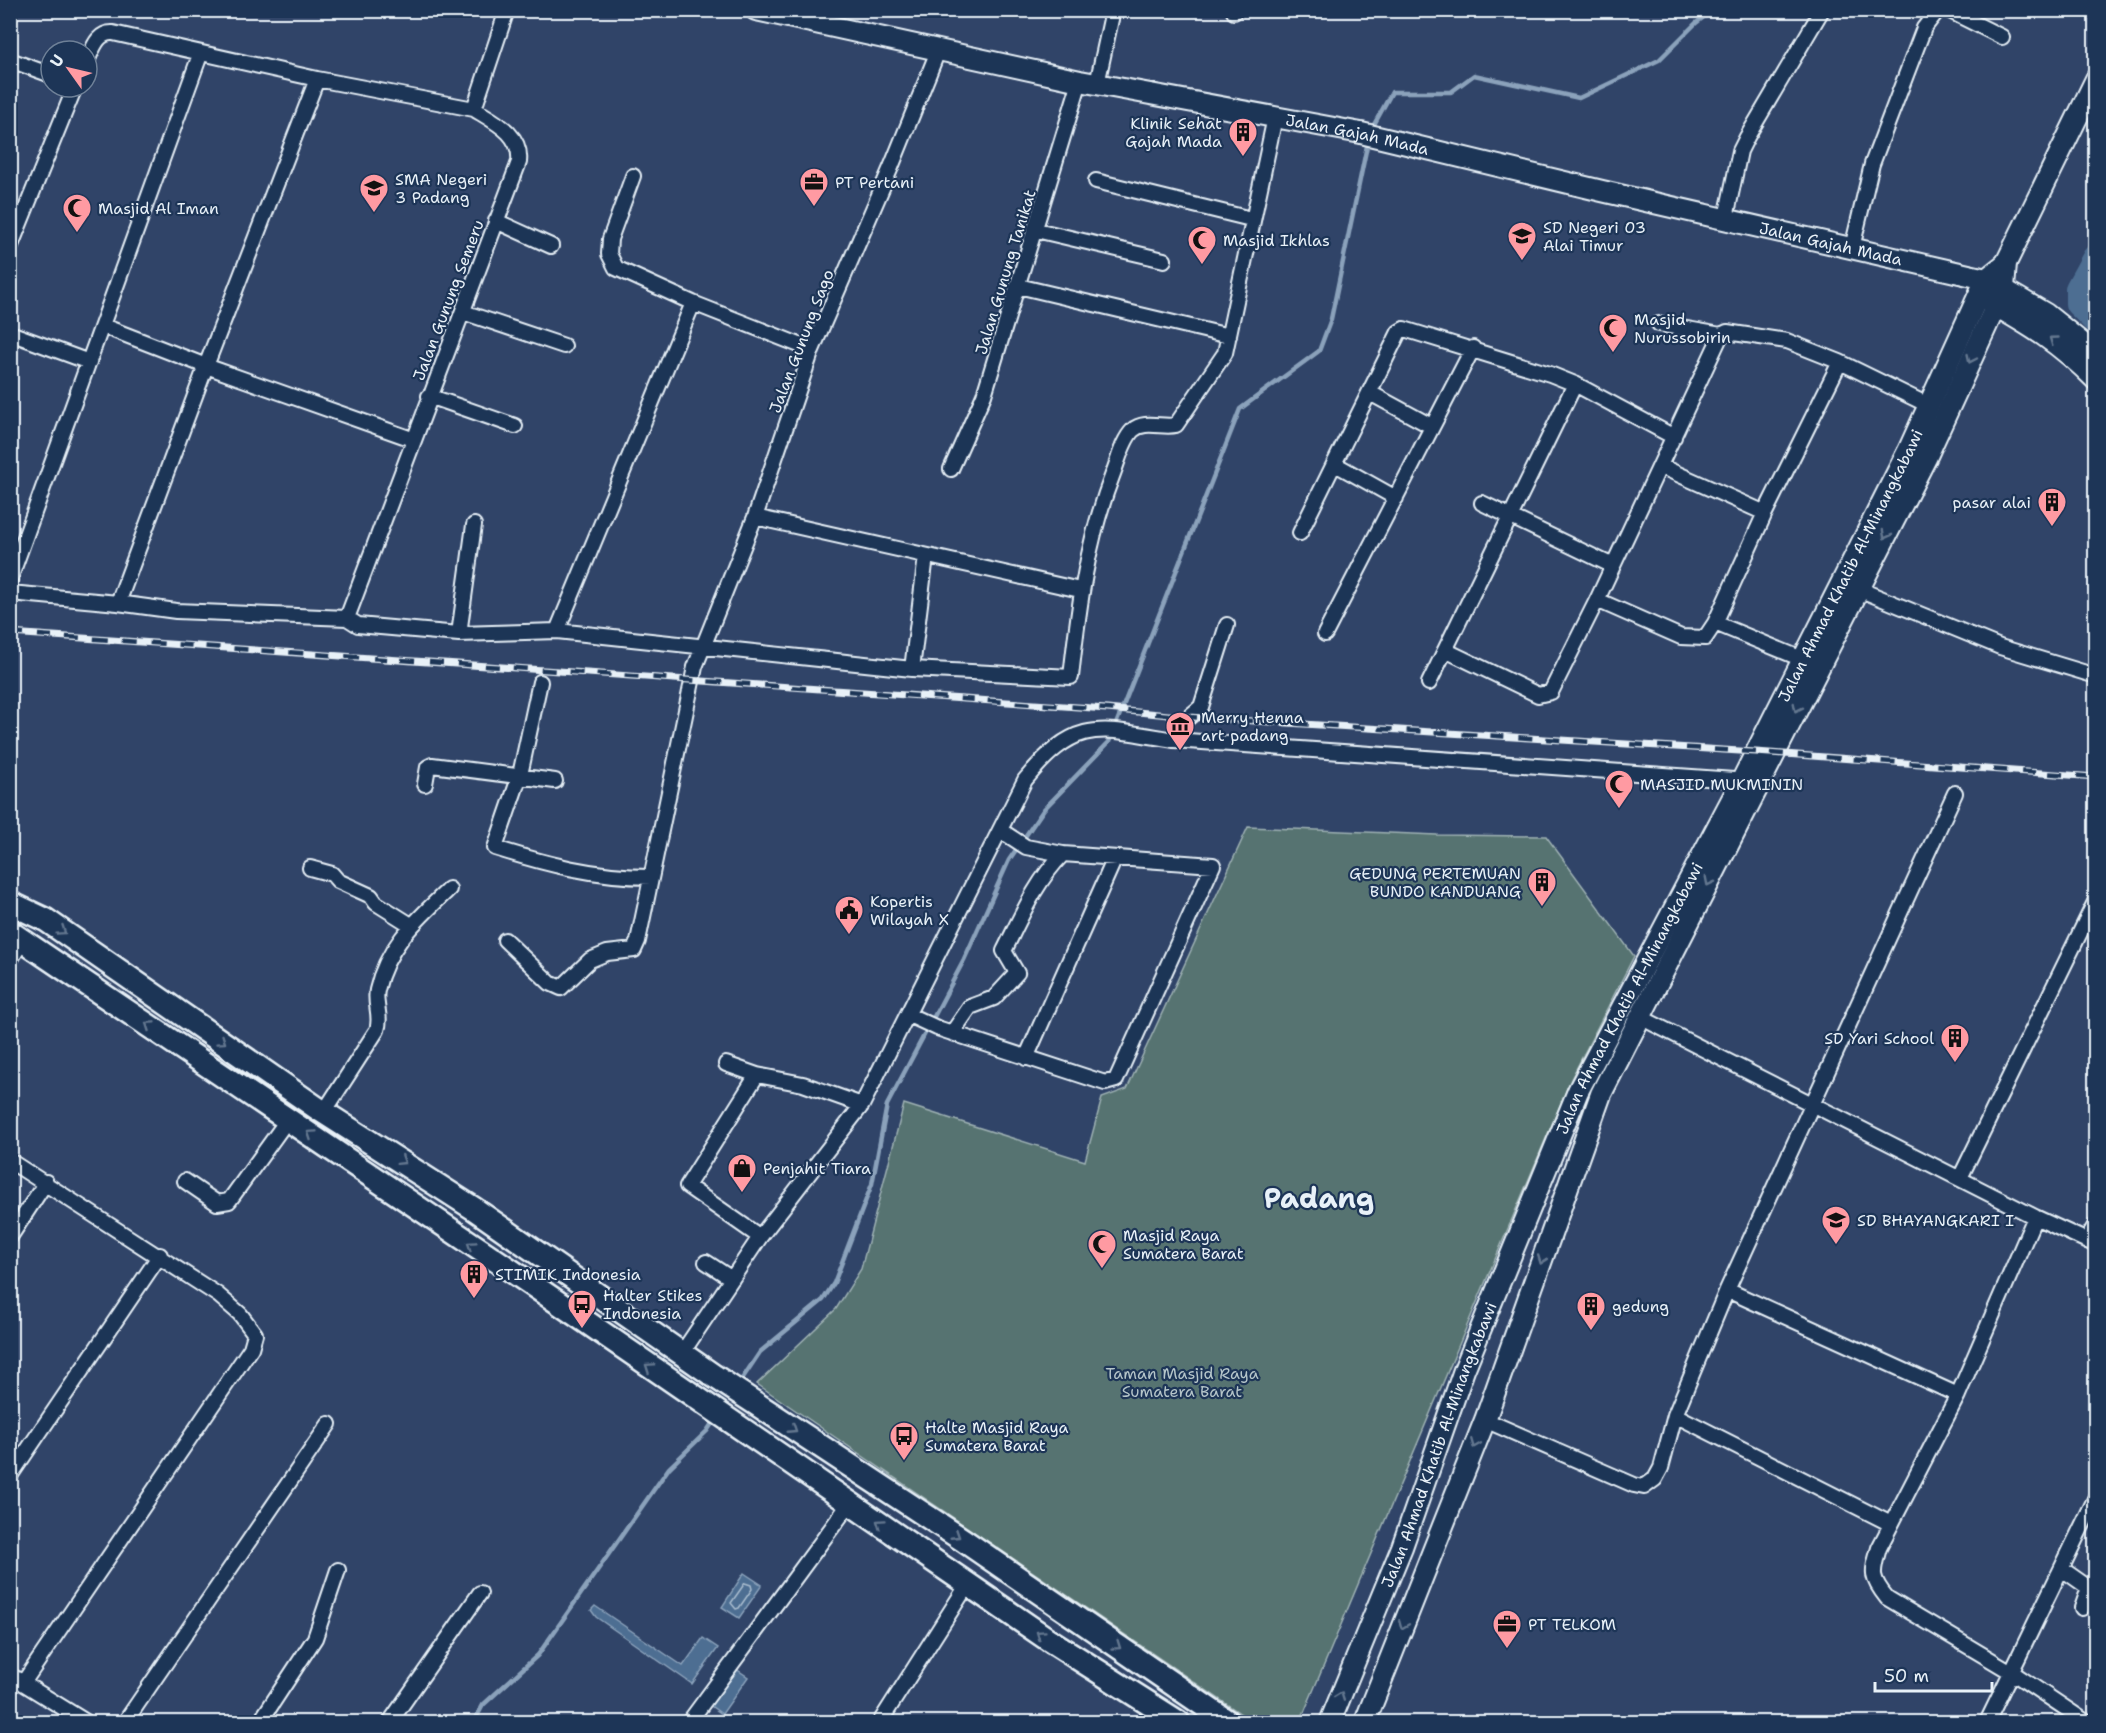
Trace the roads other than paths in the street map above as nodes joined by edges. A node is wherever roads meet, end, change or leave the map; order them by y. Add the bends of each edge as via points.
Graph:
1 (507, 10) edge
2 (756, 10) edge
3 (1113, 10) edge
4 (1822, 10) edge
5 (1938, 10) edge
6 (1948, 10) edge
7 (809, 16) edge
8 (2002, 38) dead end
9 (99, 39) edge
10 (938, 51) junction
11 (200, 54) junction
12 (10, 60) edge
13 (39, 71) edge
14 (317, 79) junction
15 (2096, 79) edge
16 (1089, 82) junction
17 (70, 99) edge
18 (474, 109) junction
19 (1275, 117) junction
20 (633, 176) dead end
21 (1096, 181) dead end
22 (1726, 218) junction
23 (1251, 219) junction
24 (496, 221) junction
25 (1036, 230) junction
26 (551, 246) dead end
27 (10, 248) edge
28 (1852, 248) junction
29 (1164, 260) dead end
30 (2006, 263) junction
31 (1018, 286) junction
32 (1982, 288) junction
33 (2004, 288) junction
34 (693, 303) junction
35 (1996, 306) junction
36 (463, 312) junction
37 (1659, 324) dead end
38 (103, 326) junction
39 (10, 333) edge
40 (1721, 335) junction
41 (1228, 336) junction
42 (564, 346) dead end
43 (1473, 348) junction
44 (812, 350) junction
45 (2096, 354) edge
46 (89, 362) junction
47 (1840, 362) junction
48 (206, 366) junction
49 (2096, 380) edge
50 (1575, 384) junction
51 (1370, 393) junction
52 (429, 396) junction
53 (1928, 405) junction
54 (515, 426) dead end
55 (1431, 426) junction
56 (1674, 437) junction
57 (412, 439) junction
58 (1917, 454) junction
59 (1335, 464) junction
60 (1660, 466) junction
61 (951, 469) dead end
62 (1396, 498) junction
63 (1482, 503) dead end
64 (1765, 513) junction
65 (755, 517) junction
66 (1509, 517) junction
67 (474, 525) dead end
68 (1300, 533) dead end
69 (926, 556) junction
70 (1613, 566) junction
71 (10, 579) edge
72 (1849, 586) junction
73 (1080, 590) junction
74 (10, 593) edge
75 (1598, 600) junction
76 (118, 603) junction
77 (347, 618) junction
78 (1715, 623) junction
79 (1227, 625) dead end
80 (557, 632) junction
81 (459, 634) junction
82 (1325, 634) dead end
83 (704, 646) junction
84 (1445, 650) junction
85 (1802, 659) junction
86 (912, 669) junction
87 (2096, 676) edge
88 (540, 682) dead end
89 (1429, 682) dead end
90 (1174, 740) junction
91 (520, 776) junction
92 (555, 780) dead end
93 (1751, 781) junction
94 (425, 784) dead end
95 (1955, 793) dead end
96 (1005, 834) junction
97 (1063, 854) junction
98 (1115, 858) junction
99 (310, 868) dead end
100 (650, 877) junction
101 (449, 889) dead end
102 (2096, 900) edge
103 (10, 903) edge
104 (411, 925) junction
105 (17, 936) edge
106 (506, 940) dead end
107 (10, 960) edge
108 (909, 1015) junction
109 (1640, 1017) junction
110 (952, 1033) junction
111 (1026, 1058) junction
112 (726, 1064) dead end
113 (758, 1075) junction
114 (1813, 1104) junction
115 (862, 1105) junction
116 (324, 1112) junction
117 (288, 1119) junction
118 (367, 1140) junction
119 (10, 1161) edge
120 (352, 1164) junction
121 (1960, 1178) junction
122 (185, 1181) dead end
123 (45, 1182) junction
124 (1535, 1195) junction
125 (1561, 1205) junction
126 (2035, 1217) junction
127 (2096, 1224) edge
128 (10, 1237) edge
129 (760, 1237) junction
130 (2091, 1243) edge
131 (160, 1255) junction
132 (706, 1262) dead end
133 (732, 1279) junction
134 (1727, 1290) junction
135 (682, 1353) junction
136 (1958, 1395) junction
137 (1675, 1415) junction
138 (1485, 1420) junction
139 (329, 1424) dead end
140 (10, 1476) edge
141 (2095, 1499) edge
142 (850, 1503) junction
143 (1891, 1524) junction
144 (2062, 1569) junction
145 (338, 1570) dead end
146 (968, 1584) junction
147 (480, 1593) dead end
148 (2082, 1608) dead end
149 (2013, 1673) junction
150 (10, 1675) edge
151 (23, 1683) junction
152 (86, 1722) edge
153 (125, 1722) edge
154 (260, 1722) edge
155 (390, 1722) edge
156 (689, 1722) edge
157 (880, 1722) edge
158 (1178, 1722) edge
159 (1228, 1722) edge
160 (1330, 1722) edge
161 (1365, 1722) edge
162 (1987, 1722) edge
163 (2086, 1722) edge

1 - 18 street
2 - 7 main road, Jalan Gajah Mada
3 - 16 street, Jalan Gunung Tanikat
4 - 22 street via 1740,151
5 - 28 street via 1924,28 1872,164
6 - 8 street
7 - 10 main road, Jalan Gajah Mada
9 - 11 street via 107,33
10 - 16 main road, Jalan Gajah Mada
10 - 44 street, Jalan Gunung Sago
11 - 14 street
11 - 38 street
12 - 13 street
14 - 18 street
14 - 48 street
15 - 30 main road
16 - 19 main road, Jalan Gajah Mada
16 - 25 street, Jalan Gunung Tanikat
17 - 27 street
18 - 24 street, Jalan Gunung Semeru via 503,128 519,146 519,162
19 - 22 main road, Jalan Gajah Mada via 1362,133
19 - 23 street
20 - 34 street via 610,239 609,254 616,268
21 - 23 street
22 - 28 main road, Jalan Gajah Mada
23 - 41 street
24 - 26 street
24 - 36 street, Jalan Gunung Semeru
25 - 29 street
25 - 31 street, Jalan Gunung Tanikat
28 - 32 main road, Jalan Gajah Mada via 1956,271
30 - 32 main road
30 - 33 main road, Jalan Ahmad Khatib Al-Minangkabawi
31 - 41 street
31 - 61 street, Jalan Gunung Tanikat via 984,395
32 - 33 main road
32 - 35 main road
32 - 53 main road, Jalan Ahmad Khatib Al-Minangkabawi
33 - 35 main road, Jalan Ahmad Khatib Al-Minangkabawi
33 - 45 main road via 2046,314
34 - 44 street
34 - 80 street
49 -> 35 main road via 2039,330
35 -> 58 main road, Jalan Ahmad Khatib Al-Minangkabawi
36 - 42 street
36 - 52 street, Jalan Gunung Semeru
37 - 40 street
38 - 46 street
38 - 48 street
39 - 46 street
40 - 47 street via 1727,332 1786,341
40 - 56 street
41 - 73 street via 1220,363 1176,425 1142,424 1124,444 1097,514
43 - 50 street
43 - 51 street via 1404,329 1399,332
43 - 55 street
44 - 65 street, Jalan Gunung Sago
46 - 71 street
47 - 53 street
47 - 64 street
48 - 57 street
48 - 76 street
50 - 56 street
50 - 66 street
51 - 55 street
51 - 59 street
52 - 54 street
52 - 57 street, Jalan Gunung Semeru
53 - 58 main road, Jalan Ahmad Khatib Al-Minangkabawi
55 - 62 street
56 - 60 street
57 - 77 street, Jalan Gunung Semeru
58 - 72 main road, Jalan Ahmad Khatib Al-Minangkabawi
59 - 62 street
59 - 68 street
60 - 64 street
60 - 70 street
62 - 82 street
63 - 66 street
64 - 78 street
65 - 69 street
65 - 83 street, Jalan Gunung Sago
66 - 70 street
66 - 84 street
67 - 81 street
69 - 73 street
69 - 86 street
70 - 75 street
72 - 85 main road, Jalan Ahmad Khatib Al-Minangkabawi
72 - 87 street via 2000,647
72 -> 93 main road, Jalan Ahmad Khatib Al-Minangkabawi
73 - 86 street via 1071,677
74 - 76 street
75 - 78 street via 1681,637 1705,638
75 - 84 street via 1547,694 1538,695
76 - 77 street via 176,611
77 - 81 street via 358,625
78 - 85 street
79 - 90 street via 1201,706 1183,722
80 - 81 street
80 - 83 street
83 - 86 street
83 - 100 street, Jalan Gunung Sago via 689,691
84 - 89 street
85 - 93 main road, Jalan Ahmad Khatib Al-Minangkabawi
88 - 91 street
90 - 93 street
90 - 96 street via 1102,729 1066,739 1025,780
91 - 92 street
91 - 94 street via 432,765 428,767
91 - 100 street via 495,848 550,865 610,877
93 -> 109 main road, Jalan Ahmad Khatib Al-Minangkabawi
93 - 124 main road, Jalan Ahmad Khatib Al-Minangkabawi via 1578,1091
95 - 114 street
96 - 97 street via 1026,847
96 - 108 street
97 - 98 street
97 - 110 street via 1031,897 1004,951 1017,973 994,998 970,1007
98 - 111 street
98 - 111 street via 1212,865 1116,1080 1105,1083
99 - 104 street via 332,874 338,881 371,896
100 - 106 street, Jalan Gunung Sago via 634,950 590,960 565,988 550,983
101 - 104 street
102 - 121 street
103 -> 116 main road via 46,920
104 - 116 street via 380,977 376,993 380,1021 377,1030
105 - 107 street
117 -> 105 main road
108 - 110 street
108 - 115 street
109 - 114 street
109 - 125 main road, Jalan Ahmad Khatib Al-Minangkabawi via 1601,1094
110 - 111 street
112 - 113 street
113 - 115 street via 803,1084
113 - 129 street via 687,1186
114 - 121 street
114 - 134 street
115 - 129 street
116 - 118 main road
120 -> 117 main road
117 - 122 street via 229,1201 217,1203
118 - 120 main road
118 -> 135 main road via 473,1208
119 - 123 street
142 -> 120 main road
121 - 126 street
123 - 128 street
123 - 131 street
124 - 125 main road
160 -> 124 main road, Jalan Ahmad Khatib Al-Minangkabawi via 1402,1547 1464,1370
125 -> 138 main road, Jalan Ahmad Khatib Al-Minangkabawi
126 - 130 street
126 - 136 street
127 - 130 street
129 - 133 street
131 - 140 street
131 - 151 street via 240,1314 255,1334 254,1341
132 - 133 street
133 - 135 street
134 - 136 street
134 - 137 street
135 -> 159 main road
136 - 143 street
137 - 138 street via 1661,1468 1644,1487
137 - 143 street
138 -> 161 main road, Jalan Ahmad Khatib Al-Minangkabawi
139 - 153 street
141 - 144 street
146 -> 142 main road
142 - 156 street
143 - 149 street via 1873,1568 1874,1581 1887,1598
144 - 148 street via 2089,1588
144 - 149 street
145 - 154 street via 315,1638
146 - 157 street
158 -> 146 main road
147 - 155 street
149 - 162 street
149 - 163 street
150 - 151 street
151 - 152 street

▬▬▬▬▬▬▬▬▬▬

WHAT THE EXERCISE ASKS: Where a line above contains the word "Sago", show that line.

OUTPUT BELOW:
10 - 44 street, Jalan Gunung Sago
44 - 65 street, Jalan Gunung Sago
65 - 83 street, Jalan Gunung Sago
83 - 100 street, Jalan Gunung Sago via 689,691
100 - 106 street, Jalan Gunung Sago via 634,950 590,960 565,988 550,983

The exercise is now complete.